Assignment: Retype the entries below word for word, leaving out every picture.

+ + + +

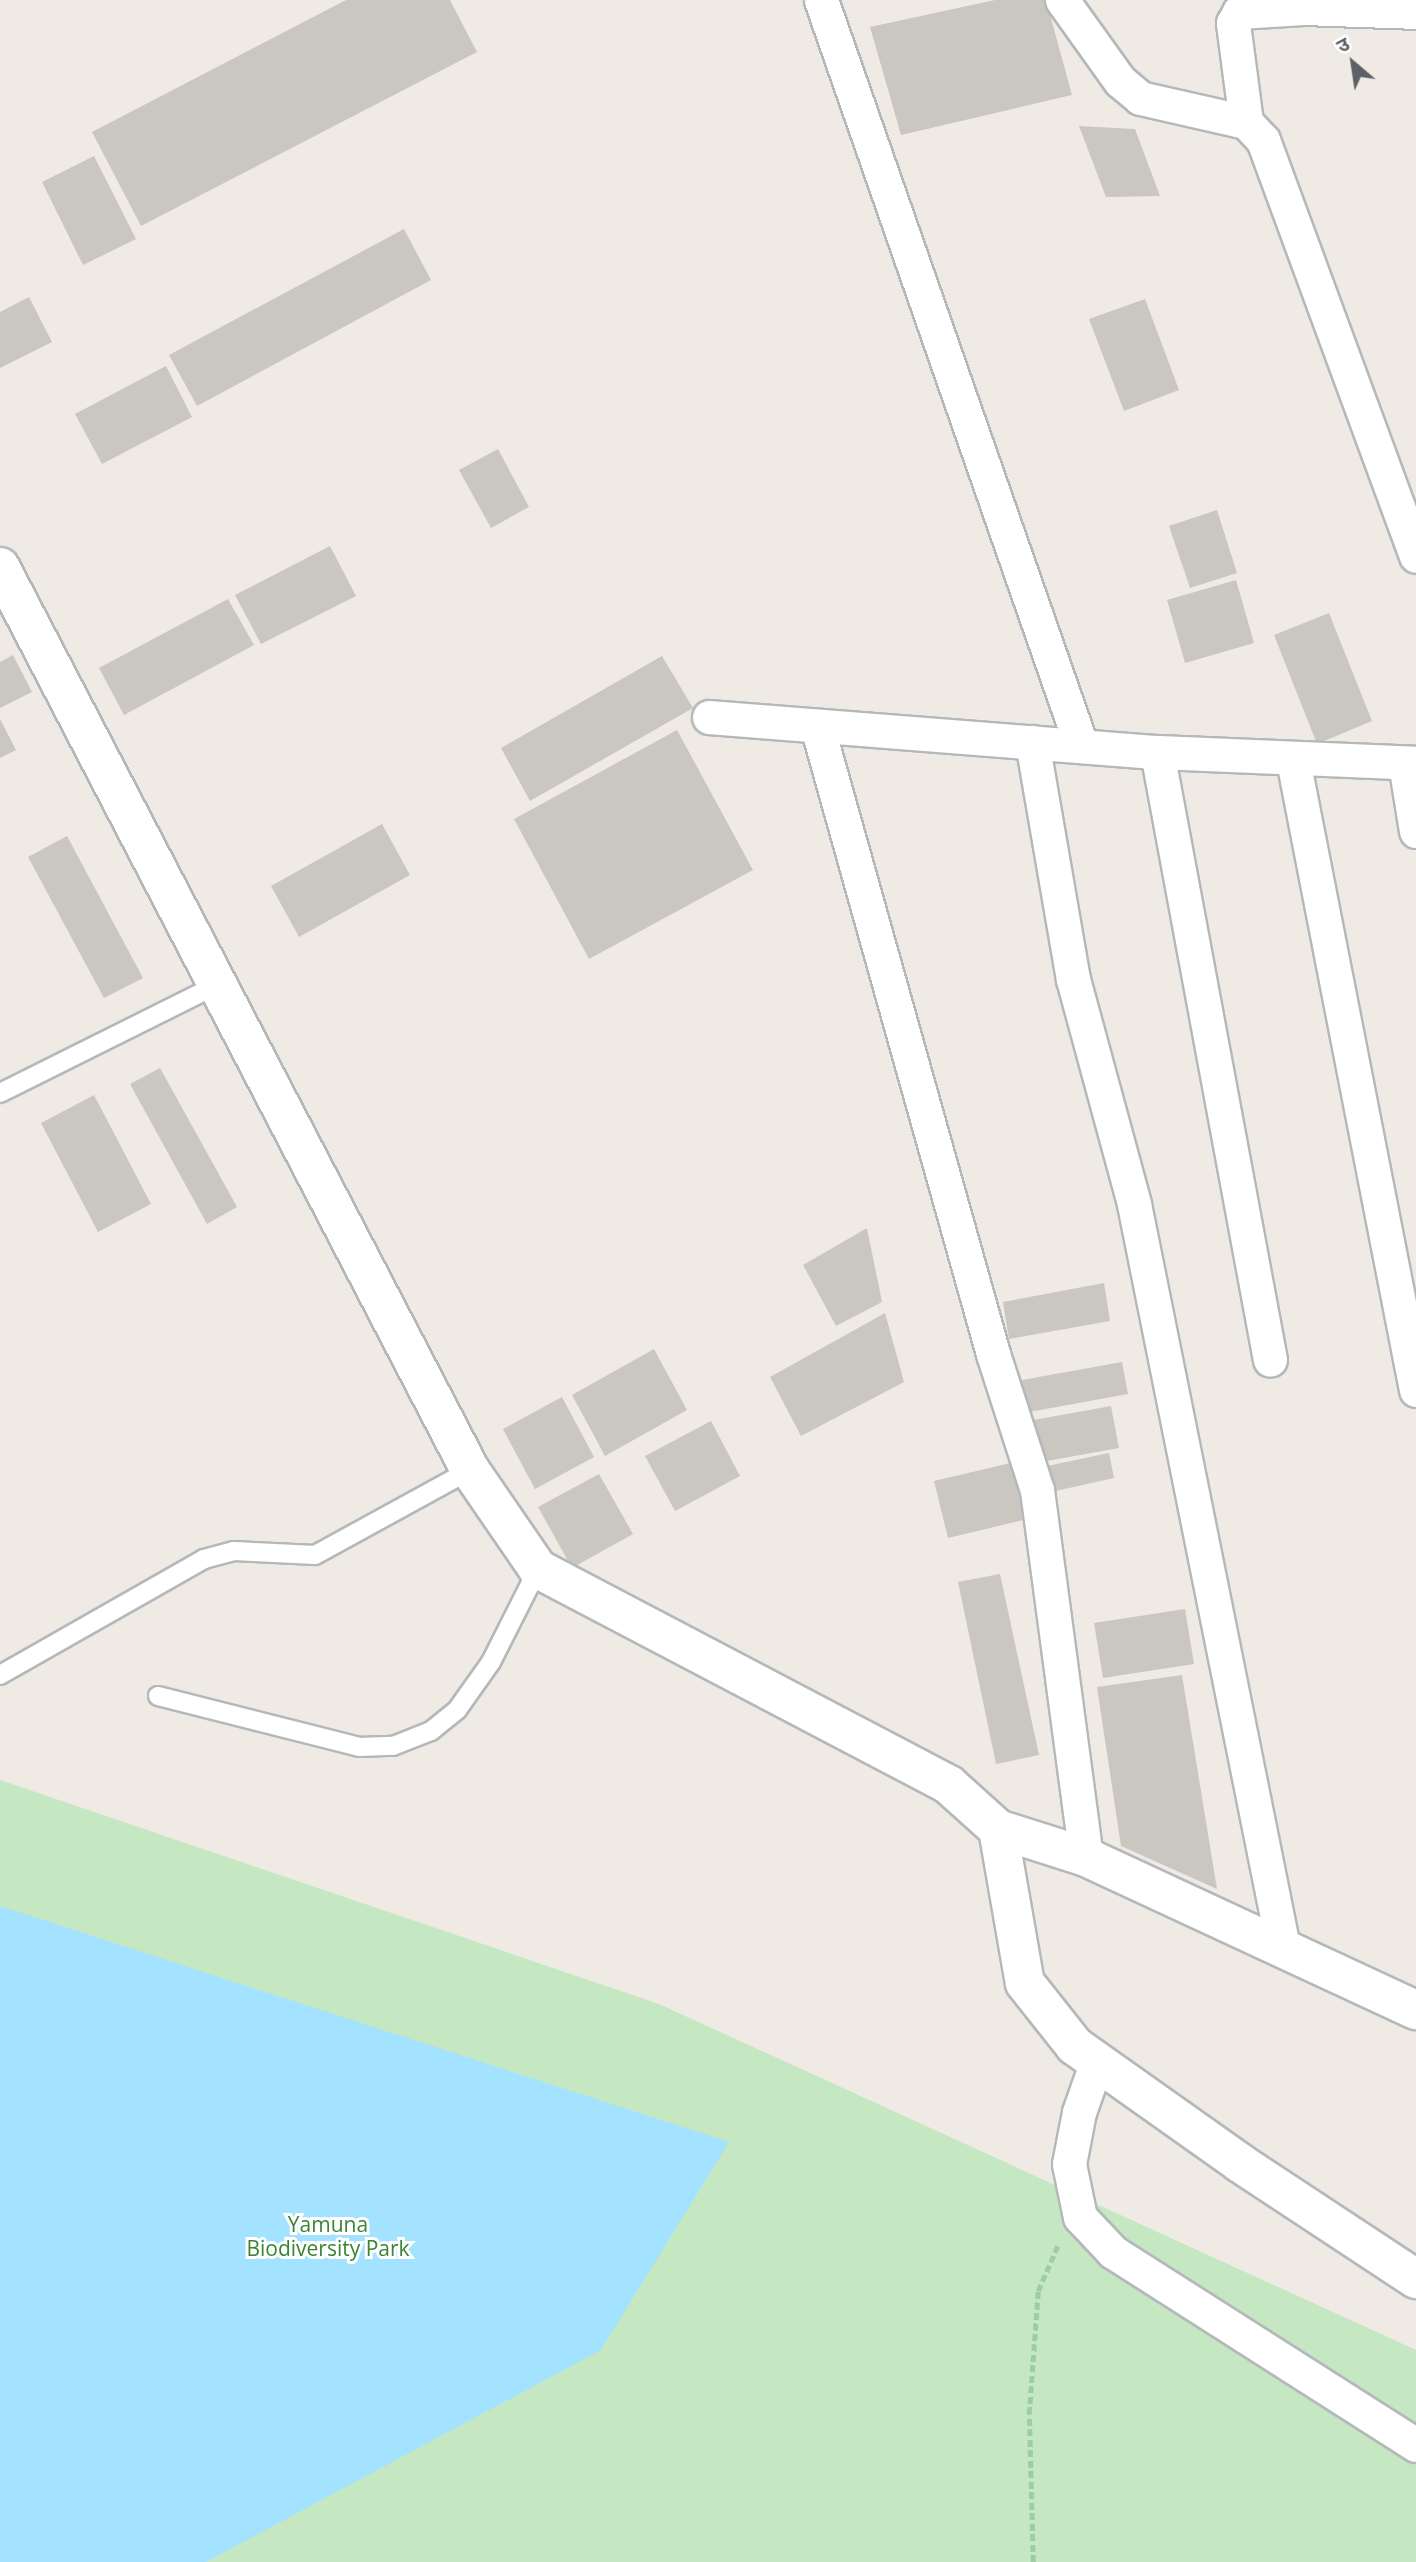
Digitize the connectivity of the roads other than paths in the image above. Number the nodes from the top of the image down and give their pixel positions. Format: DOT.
graph roads {
  1 [pos="821,0"];
  2 [pos="1062,0"];
  3 [pos="1416,12"];
  4 [pos="1246,122"];
  5 [pos="1416,556"];
  6 [pos="0,567"];
  7 [pos="709,717"];
  8 [pos="817,726"];
  9 [pos="1032,742"];
  10 [pos="1081,746"];
  11 [pos="1157,752"];
  12 [pos="1293,760"];
  13 [pos="1410,763"];
  14 [pos="1416,831"];
  15 [pos="218,985"];
  16 [pos="0,1093"];
  17 [pos="1270,1360"];
  18 [pos="1416,1391"];
  19 [pos="470,1470"];
  20 [pos="538,1569"];
  21 [pos="0,1675"];
  22 [pos="158,1696"];
  23 [pos="998,1829"];
  24 [pos="1086,1857"];
  25 [pos="1283,1947"];
  26 [pos="1416,2010"];
  27 [pos="1097,2061"];
  28 [pos="1416,2279"];
  29 [pos="1416,2445"];
  1 -- 10 [label="street"];
  2 -- 4 [label="street"];
  3 -- 4 [label="street"];
  4 -- 5 [label="street"];
  6 -- 15 [label="street"];
  7 -- 8 [label="street"];
  8 -- 9 [label="street"];
  8 -- 24 [label="street"];
  9 -- 10 [label="street"];
  9 -- 25 [label="street"];
  10 -- 11 [label="street"];
  11 -- 12 [label="street"];
  11 -- 17 [label="street"];
  12 -- 13 [label="street"];
  12 -- 18 [label="street"];
  13 -- 14 [label="street"];
  15 -- 16 [label="lane"];
  15 -- 19 [label="street"];
  19 -- 20 [label="street"];
  19 -- 21 [label="lane"];
  20 -- 22 [label="lane"];
  20 -- 23 [label="street"];
  23 -- 24 [label="street"];
  23 -- 27 [label="street"];
  24 -- 25 [label="street"];
  25 -- 26 [label="street"];
  27 -- 28 [label="street"];
  27 -- 29 [label="street"];
}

+ + + +

Finished exercise:
Digitize the connectivity of the roads other than paths in the image above. Number the nodes from the top of the image down and give their pixel positions. Format: DOT.
graph roads {
  1 [pos="821,0"];
  2 [pos="1062,0"];
  3 [pos="1416,12"];
  4 [pos="1246,122"];
  5 [pos="1416,556"];
  6 [pos="0,567"];
  7 [pos="709,717"];
  8 [pos="817,726"];
  9 [pos="1032,742"];
  10 [pos="1081,746"];
  11 [pos="1157,752"];
  12 [pos="1293,760"];
  13 [pos="1410,763"];
  14 [pos="1416,831"];
  15 [pos="218,985"];
  16 [pos="0,1093"];
  17 [pos="1270,1360"];
  18 [pos="1416,1391"];
  19 [pos="470,1470"];
  20 [pos="538,1569"];
  21 [pos="0,1675"];
  22 [pos="158,1696"];
  23 [pos="998,1829"];
  24 [pos="1086,1857"];
  25 [pos="1283,1947"];
  26 [pos="1416,2010"];
  27 [pos="1097,2061"];
  28 [pos="1416,2279"];
  29 [pos="1416,2445"];
  1 -- 10 [label="street"];
  2 -- 4 [label="street"];
  3 -- 4 [label="street"];
  4 -- 5 [label="street"];
  6 -- 15 [label="street"];
  7 -- 8 [label="street"];
  8 -- 9 [label="street"];
  8 -- 24 [label="street"];
  9 -- 10 [label="street"];
  9 -- 25 [label="street"];
  10 -- 11 [label="street"];
  11 -- 12 [label="street"];
  11 -- 17 [label="street"];
  12 -- 13 [label="street"];
  12 -- 18 [label="street"];
  13 -- 14 [label="street"];
  15 -- 16 [label="lane"];
  15 -- 19 [label="street"];
  19 -- 20 [label="street"];
  19 -- 21 [label="lane"];
  20 -- 22 [label="lane"];
  20 -- 23 [label="street"];
  23 -- 24 [label="street"];
  23 -- 27 [label="street"];
  24 -- 25 [label="street"];
  25 -- 26 [label="street"];
  27 -- 28 [label="street"];
  27 -- 29 [label="street"];
}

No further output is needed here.